Start of DATA PROVIDED
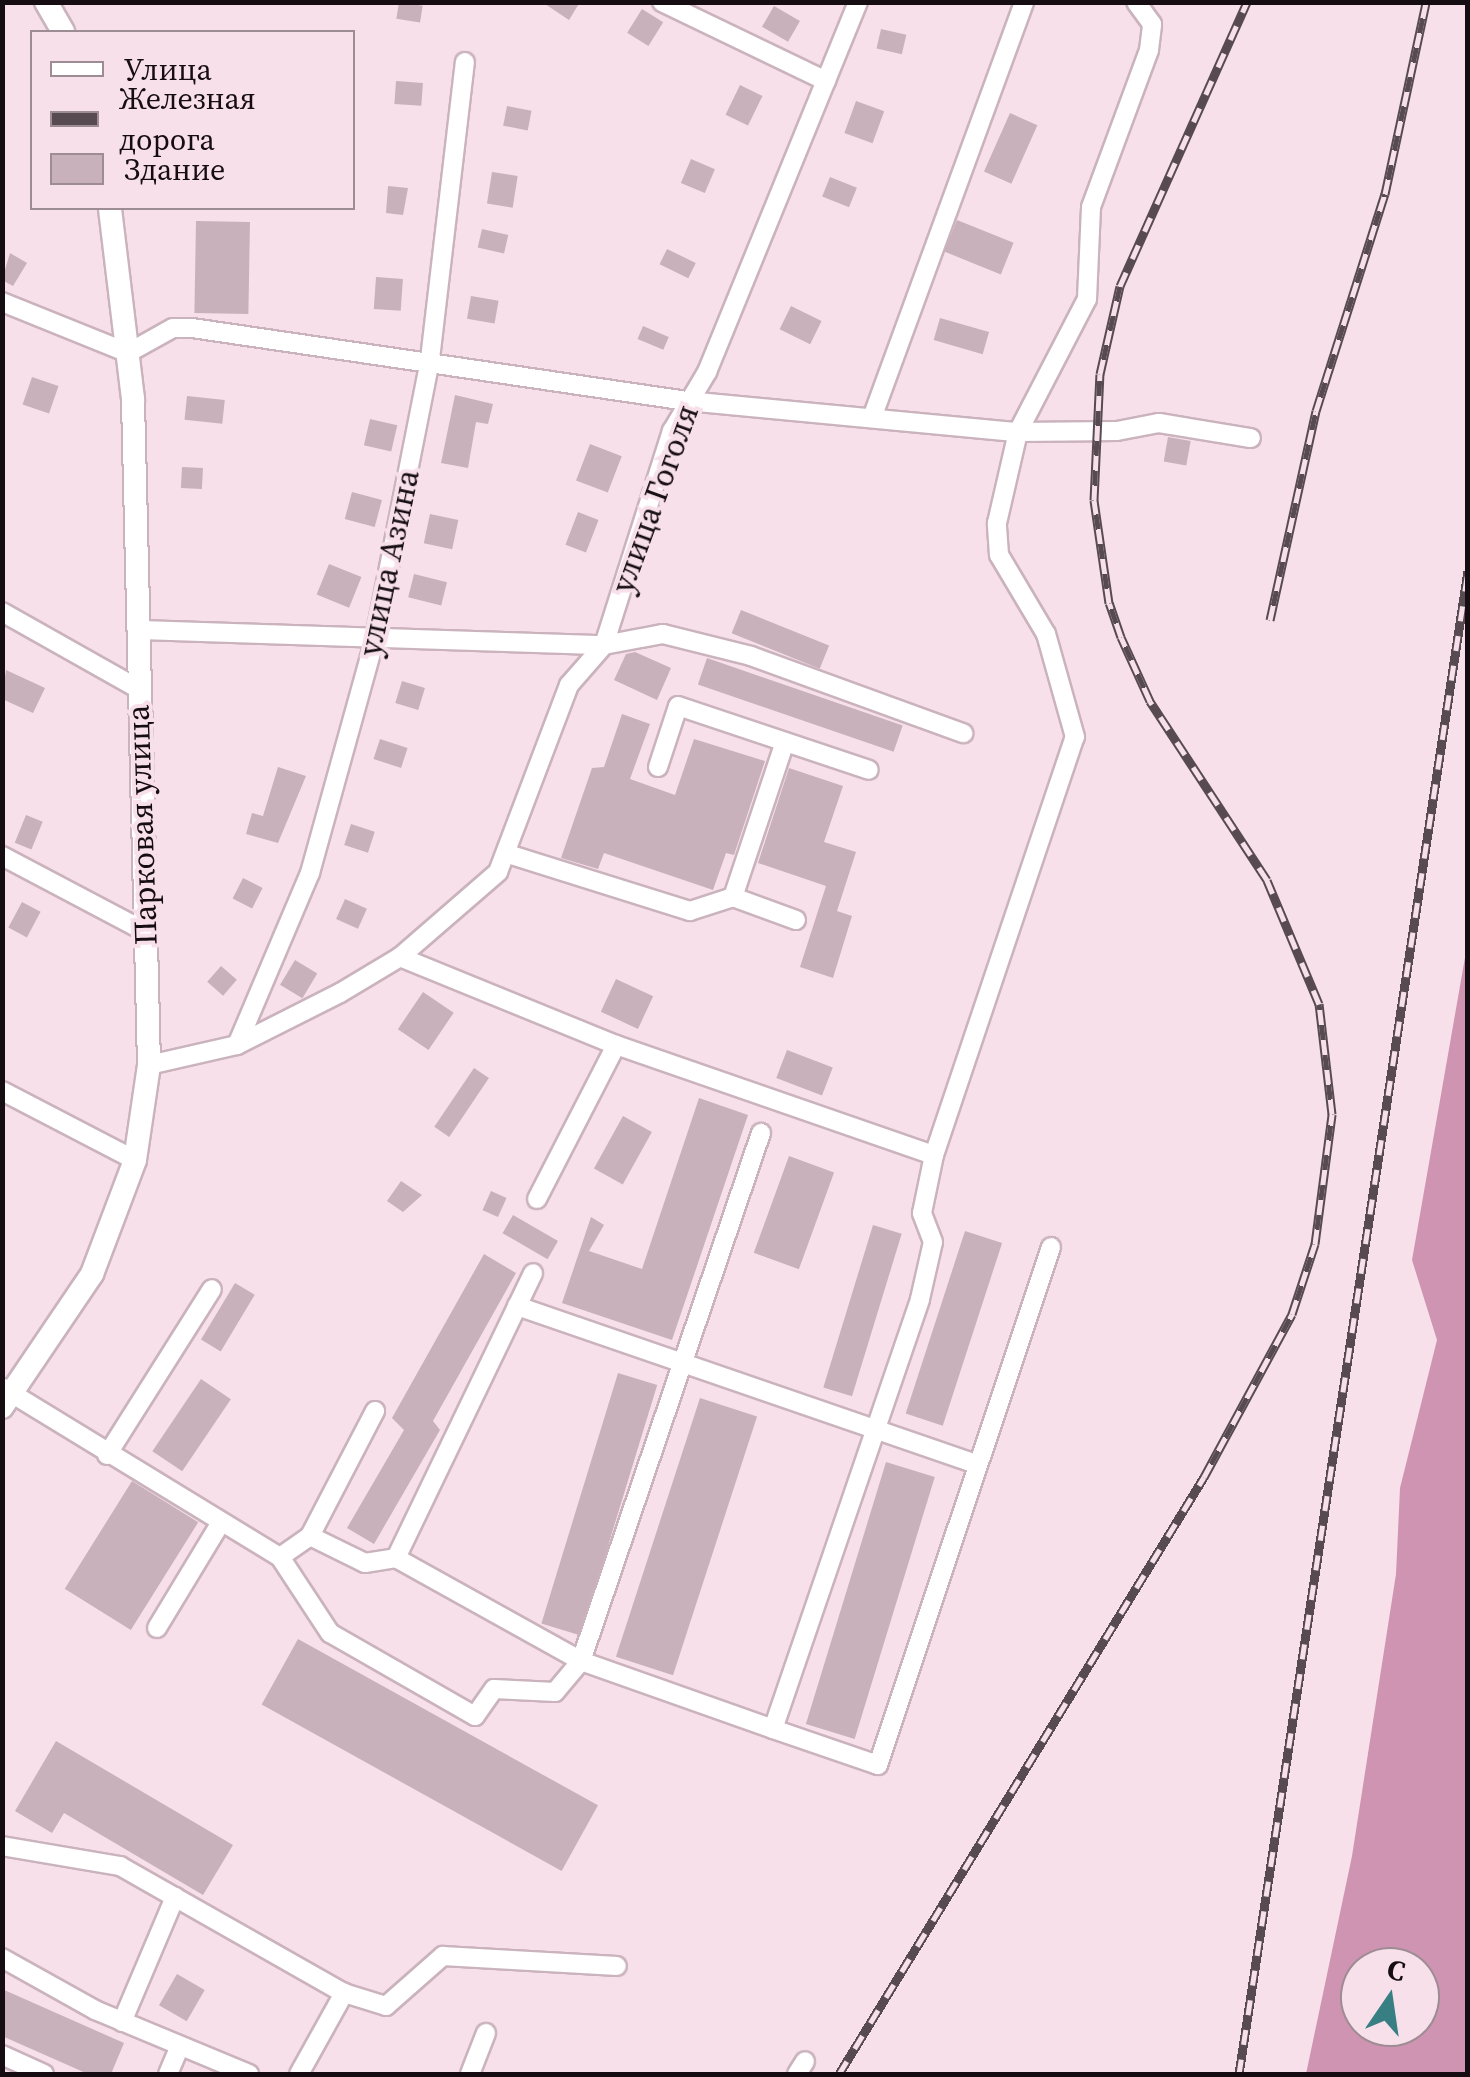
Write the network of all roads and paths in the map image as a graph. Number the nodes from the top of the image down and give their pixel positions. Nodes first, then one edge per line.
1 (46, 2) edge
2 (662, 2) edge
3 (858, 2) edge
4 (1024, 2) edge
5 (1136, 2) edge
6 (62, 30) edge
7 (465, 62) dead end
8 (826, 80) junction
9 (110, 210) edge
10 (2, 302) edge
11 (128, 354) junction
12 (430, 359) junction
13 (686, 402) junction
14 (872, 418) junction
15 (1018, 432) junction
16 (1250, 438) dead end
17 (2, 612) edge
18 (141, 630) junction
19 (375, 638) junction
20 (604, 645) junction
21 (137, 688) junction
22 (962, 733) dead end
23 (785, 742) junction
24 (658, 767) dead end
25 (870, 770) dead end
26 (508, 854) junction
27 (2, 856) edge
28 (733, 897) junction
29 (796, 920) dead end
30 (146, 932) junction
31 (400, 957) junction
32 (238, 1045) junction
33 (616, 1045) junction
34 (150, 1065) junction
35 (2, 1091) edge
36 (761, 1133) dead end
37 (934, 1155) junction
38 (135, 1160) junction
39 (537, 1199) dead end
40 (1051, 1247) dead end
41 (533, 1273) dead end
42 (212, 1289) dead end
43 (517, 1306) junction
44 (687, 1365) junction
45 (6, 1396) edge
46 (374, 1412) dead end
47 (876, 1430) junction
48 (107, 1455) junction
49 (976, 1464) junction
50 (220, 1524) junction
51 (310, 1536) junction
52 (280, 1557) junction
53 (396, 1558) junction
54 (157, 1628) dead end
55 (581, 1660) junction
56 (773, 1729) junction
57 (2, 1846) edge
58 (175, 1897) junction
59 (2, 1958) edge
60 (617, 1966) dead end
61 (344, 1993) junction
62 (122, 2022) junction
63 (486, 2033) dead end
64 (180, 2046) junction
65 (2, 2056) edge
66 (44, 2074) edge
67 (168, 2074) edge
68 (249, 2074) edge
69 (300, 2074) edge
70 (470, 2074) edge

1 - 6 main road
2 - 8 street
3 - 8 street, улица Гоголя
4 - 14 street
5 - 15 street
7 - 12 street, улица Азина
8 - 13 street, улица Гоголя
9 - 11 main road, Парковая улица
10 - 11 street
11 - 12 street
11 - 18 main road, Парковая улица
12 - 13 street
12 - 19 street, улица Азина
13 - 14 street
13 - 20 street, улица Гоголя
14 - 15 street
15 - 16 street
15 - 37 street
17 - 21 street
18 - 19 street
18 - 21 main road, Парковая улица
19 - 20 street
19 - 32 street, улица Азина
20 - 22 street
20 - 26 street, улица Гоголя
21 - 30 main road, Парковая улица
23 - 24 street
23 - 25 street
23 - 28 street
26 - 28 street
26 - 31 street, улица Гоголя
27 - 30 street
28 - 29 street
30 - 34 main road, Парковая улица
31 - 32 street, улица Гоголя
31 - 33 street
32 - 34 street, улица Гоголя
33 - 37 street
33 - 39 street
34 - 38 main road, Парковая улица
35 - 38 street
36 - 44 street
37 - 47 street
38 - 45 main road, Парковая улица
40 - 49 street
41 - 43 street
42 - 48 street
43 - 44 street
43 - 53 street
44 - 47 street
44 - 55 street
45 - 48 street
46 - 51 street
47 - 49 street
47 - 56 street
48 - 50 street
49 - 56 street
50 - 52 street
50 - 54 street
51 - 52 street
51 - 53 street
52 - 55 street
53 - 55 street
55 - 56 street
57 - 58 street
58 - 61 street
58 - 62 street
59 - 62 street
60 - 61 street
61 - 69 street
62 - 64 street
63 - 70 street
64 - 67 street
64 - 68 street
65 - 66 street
End of DATA PROVIDED
• **TASK GOAL**: From the records above, copy each line in which the string "Парковая" occurs.

• **TASK RESPONSE**:
9 - 11 main road, Парковая улица
11 - 18 main road, Парковая улица
18 - 21 main road, Парковая улица
21 - 30 main road, Парковая улица
30 - 34 main road, Парковая улица
34 - 38 main road, Парковая улица
38 - 45 main road, Парковая улица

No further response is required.